Answer: I'm glad that you've enjoyed the STBD book. To answer your 1st question, the calculation for water lift coefficient CLw for varying deadrise (BDR) is very complex, which is why I didn't put it in the book. The TBDP software (Version 7) allows for the input of specific sponson deadrise and also a center-pod deadrise (for modified vee designs), and completes the analysis of performance and stability based on these and many other inputs. In your 2nd question, you mentioned the question of induced drag due to edge vortices. This affects both water drag and aero drag. I think you were referring to aero drag. There are edge vortices associated with the airflow over the deck surface. The tunnel walls (under the tunnel) reduce overall vortex shedding significantly, but there remain some affects of air spilling off the deck into lower pressure areas in the chine and sheer areas.
Answer: A tunnel boat is like an airplane wing operating close to the ground - or, in what's called "ground effect". Close "ground" proximity increases lift coefficients, making more efficient lift/drag ratios for the craft. For example, reducing the depth of a typical tunnel from 10 inches (at the transom) to 8 inches could improve the aerodynamic lift coefficient by 6% - which means something like 12% more aerodynamic lift at higher speeds. This means less lift required by the sponsons, and an ultimately faster top speed (in your case 2-3 mph in the 85 to 90 mph range). Remember that with the tunnel roof closer to the water, there's also more risk of water interference, and intermittent splashing and increased drag in heavier water.
Answer: Every pound of weight means additional horsepower needed to lift it. This is the easiest way to improve the performance of your boat. If your boat is a high performance 21 foot modified tunnel configuration that weighs a total 2400 pounds, then the 100 pound weight reduction will mean you will save 3-4% horsepower. This is now available for better acceleration, and better top speed (in your case as much as 3-4 mph in the 85 to 90 mh range).
Answer: The drag of the cockpit area can be a very complex area to analyze, but also a real source of aerodynamic drag. You're better off than many if your cockpit and motor fairing are a well streamlined design already. The difference in aerodynamic drag between an open cockpit and canopy style cover is significant. You can reduce the appendage drag coefficient by 50%, and drag by 75-100 lbs (at top speed) by using a streamlined canopy (like a F-1X) series jet fighter canopy). This will translate into as much as 5 mph at top speed (120 mph range).

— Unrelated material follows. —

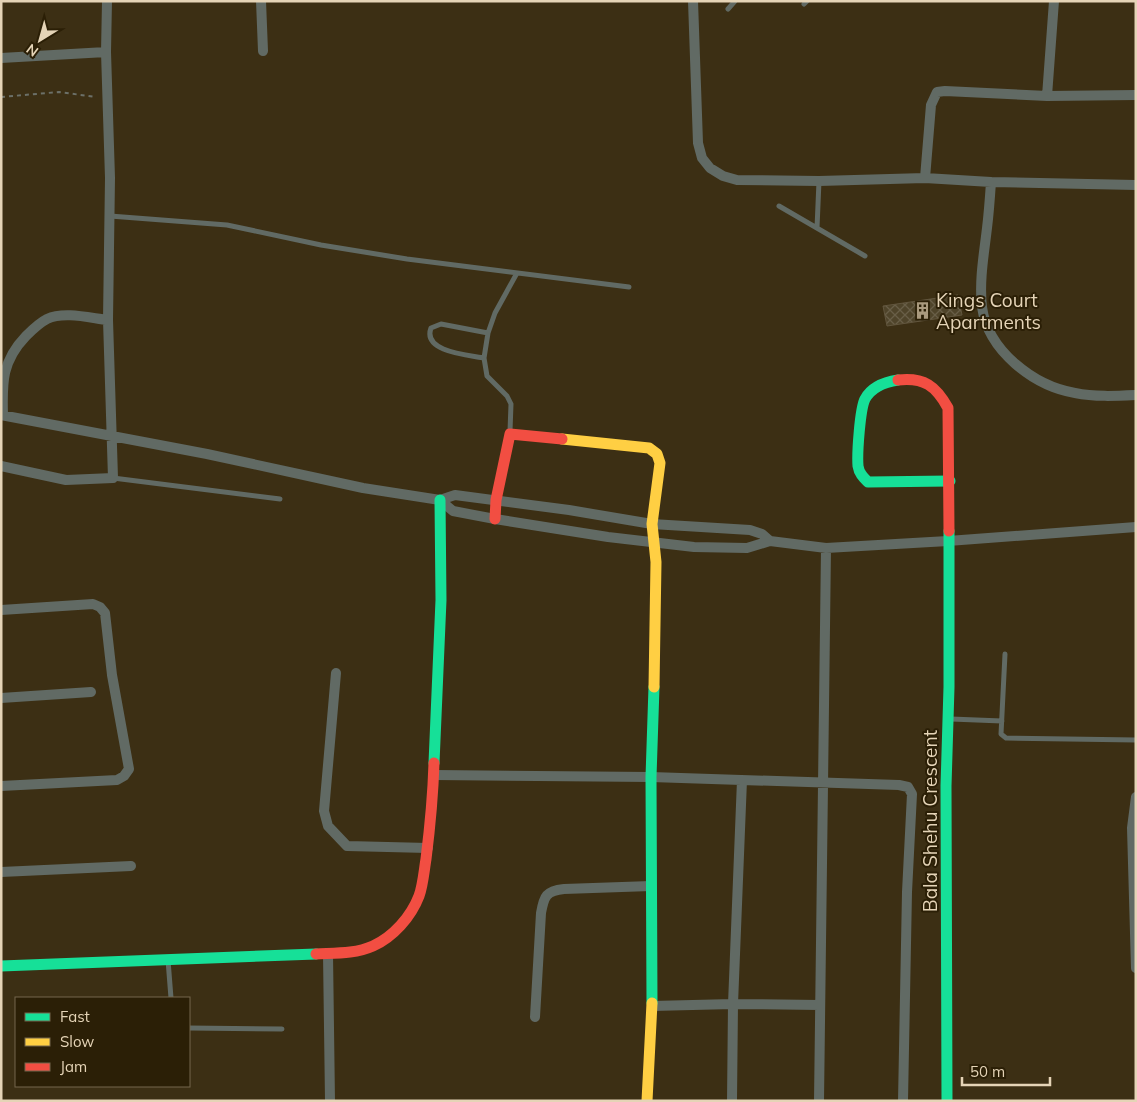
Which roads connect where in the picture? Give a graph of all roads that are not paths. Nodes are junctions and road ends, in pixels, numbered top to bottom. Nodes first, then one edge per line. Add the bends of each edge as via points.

Answer: Whether you do increase or not is up to you, but I can tell you what the performance result of the change will be. A higher deadrise angle will give better performance in rough waters, but a lower deadrise angle is more hydrodynamically efficient and thus can generate better acceleration and a faster top speed. The effect is complex, since the more efficient hydrodynamic lift also means less wetted length, changing sponson aspect ratio. The difference in going from a 15 degree deadrise to a 10 degree deadrise angle on conventional sponsons is a hydrodynamic (sponson) lift coefficient increase of 65%. This can translate into big performance improvements, even as much as +10 mph in the "over 100 mph" range. You've got to be prepared to accept the stability and handling degredation that will come with the changes, however. The TBDP, Version 7 does a great job of analyzing the combined impact of changes like these.
Answer: To accelerate from a given velocity to a higher velocity requires reserve power. By calculating the power required for a specific design and setup to go 30 mph, you can then calculate the time increment required to achieve an incremental increase (say to 31 mph) based on using all the reserve hp your engine has to give you. This process can be used iteratively to derive an acceleration map or curve all the way to 70 mph. The TBDP, Version 7 has a feature that does this analysis for you.
Answer: The amount of aerodynamic lift generated by the hull (as a % of total lift) depends greatly on the cockpit configuration and the tunnel configuration. The AO3100 has ALLOT of POWER, and so it goes really fast. The tunnel is 16" deep (for heavy water), and the cockpit is very open for passengers, which interrupts airflow over the deck surface. Never-the-less, the AO3100 generates 225 lbs (3% of total lift) at mid velocity (75 mph) and 550 lbs (7% of total lift) of aero lift at maximum velocity (>100mph). It's a very well designed hull - and super fast!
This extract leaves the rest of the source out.